Were you there?
It’s the opening question of this dialogue. Echecrates is asking Phaedo if he was there when Socrates drank the hemlock and died in prison. He was there. This is Phaedo’s account of the final day of Socrates.
I wonder what I would do knowing I had a few hours to live. Would I be frantic? Would I conduct a dialogue about the soul as Socrates does here? Would I calmly drink my death sentence that 500 of my peers had bestowed upon me? I doubt it. Socrates was calm. He died as he had lived.
There are some incredible parts to this dialogue. With a few hours left to go, we find Socrates “versifying” the Fables of Aesop. He’s setting prose to poetry. He’s not creating anew. He’s improvising on what already exists. It’s an incredible thing to consider. Socrates didn’t leave any writings, but he did apparently leave some poetry.
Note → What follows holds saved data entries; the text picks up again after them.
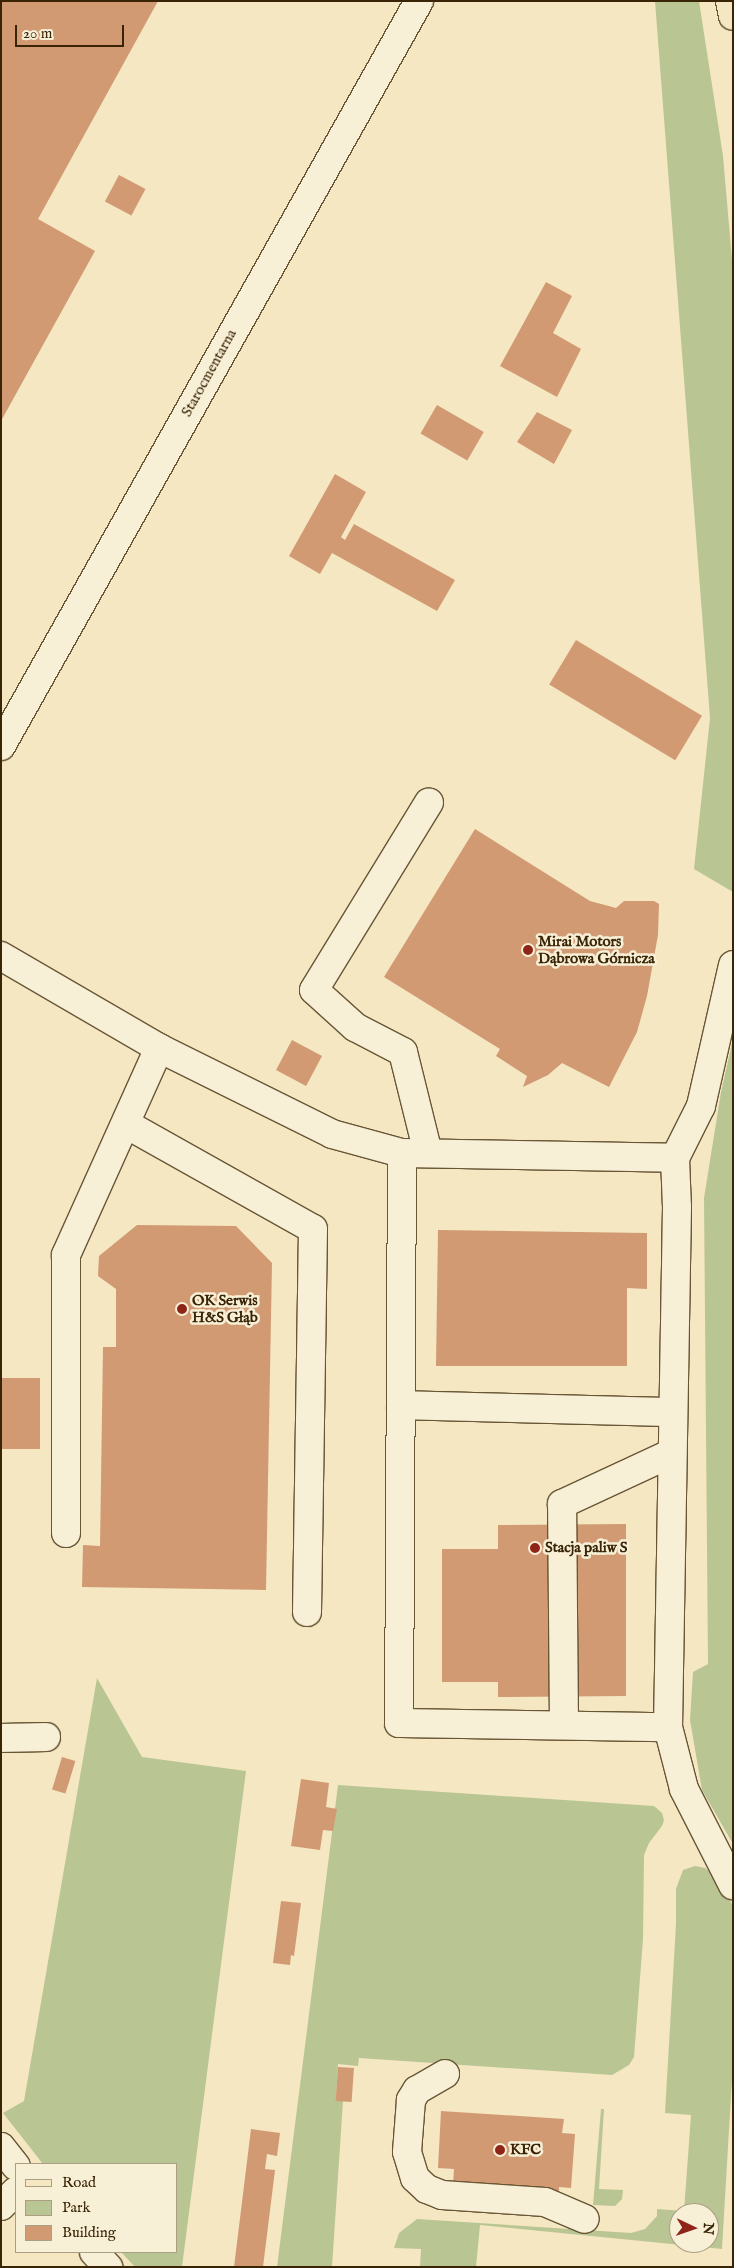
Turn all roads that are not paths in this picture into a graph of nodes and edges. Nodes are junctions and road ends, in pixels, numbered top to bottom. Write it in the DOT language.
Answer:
graph roads {
  1 [pos="419,1"];
  2 [pos="730,1"];
  3 [pos="733,16"];
  4 [pos="1,746"];
  5 [pos="429,802"];
  6 [pos="1,956"];
  7 [pos="733,965"];
  8 [pos="159,1048"];
  9 [pos="126,1124"];
  10 [pos="415,1153"];
  11 [pos="675,1158"];
  12 [pos="401,1405"];
  13 [pos="672,1412"];
  14 [pos="672,1453"];
  15 [pos="66,1533"];
  16 [pos="307,1612"];
  17 [pos="564,1726"];
  18 [pos="668,1728"];
  19 [pos="46,1737"];
  20 [pos="1,1738"];
  21 [pos="733,1885"];
  22 [pos="445,2074"];
  23 [pos="1,2147"];
  24 [pos="15,2165"];
  25 [pos="15,2192"];
  26 [pos="1,2206"];
  27 [pos="586,2218"];
  28 [pos="95,2253"];
  29 [pos="108,2267"];
  1 -- 4 [label="street, Starocmentarna"];
  2 -- 3 [label="main road"];
  5 -- 10 [label="street"];
  6 -- 8 [label="street"];
  7 -- 11 [label="street"];
  8 -- 9 [label="street"];
  8 -- 10 [label="street"];
  9 -- 15 [label="street"];
  9 -- 16 [label="street"];
  10 -- 11 [label="street"];
  10 -- 12 [label="street"];
  11 -- 13 [label="street"];
  12 -- 13 [label="street"];
  12 -- 17 [label="street"];
  13 -- 14 [label="street"];
  14 -- 17 [label="street"];
  14 -- 18 [label="street"];
  17 -- 18 [label="street"];
  18 -- 21 [label="street"];
  19 -- 20 [label="street"];
  22 -- 27 [label="street"];
  23 -- 24 [label="street"];
  25 -- 26 [label="street"];
  28 -- 29 [label="street"];
}
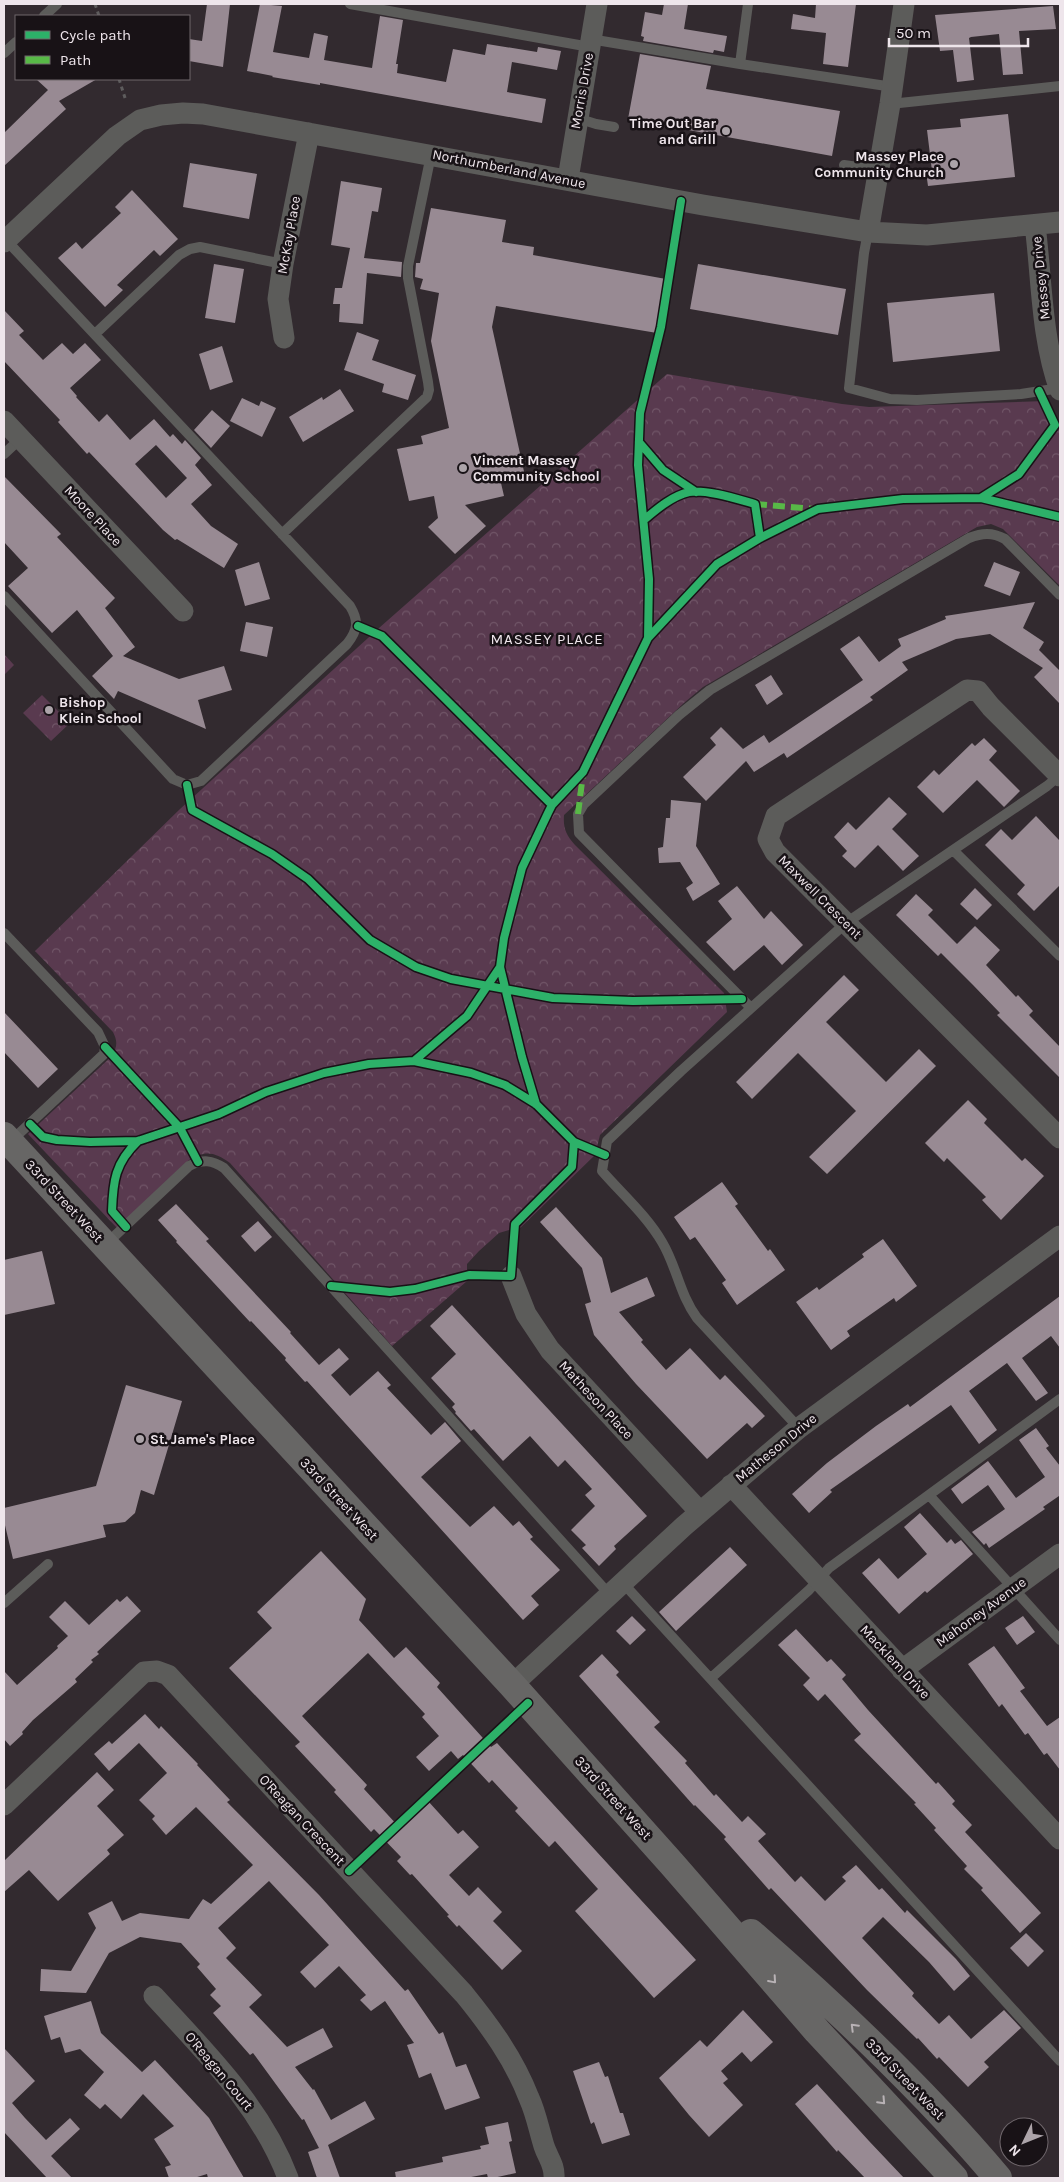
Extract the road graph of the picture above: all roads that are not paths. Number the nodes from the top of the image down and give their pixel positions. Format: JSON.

The bulk of this work considers a questions that would be on the forefront of anyone’s mind about to exit this world. What’s next? Socrates argues that we have a soul that will continue into an afterlife. In fact, he argues that that soul pre-existed embodiment and that our learning was simply a recollection of Forms or Ideas encountered in that state. Socrates was being completely rational then in his calm willingness to die. This was simply a continuation of how he had lived his life, a betterment of the eternal part of him. His life as a philosopher was preparation for death.
In this episode, I cover the main arguments, talk about three things that stuck out to me, ask 6 questions that I hope to get answered in other Plato dialogues, and close out with the One Thing I always hope to remember from Phaedo by Plato.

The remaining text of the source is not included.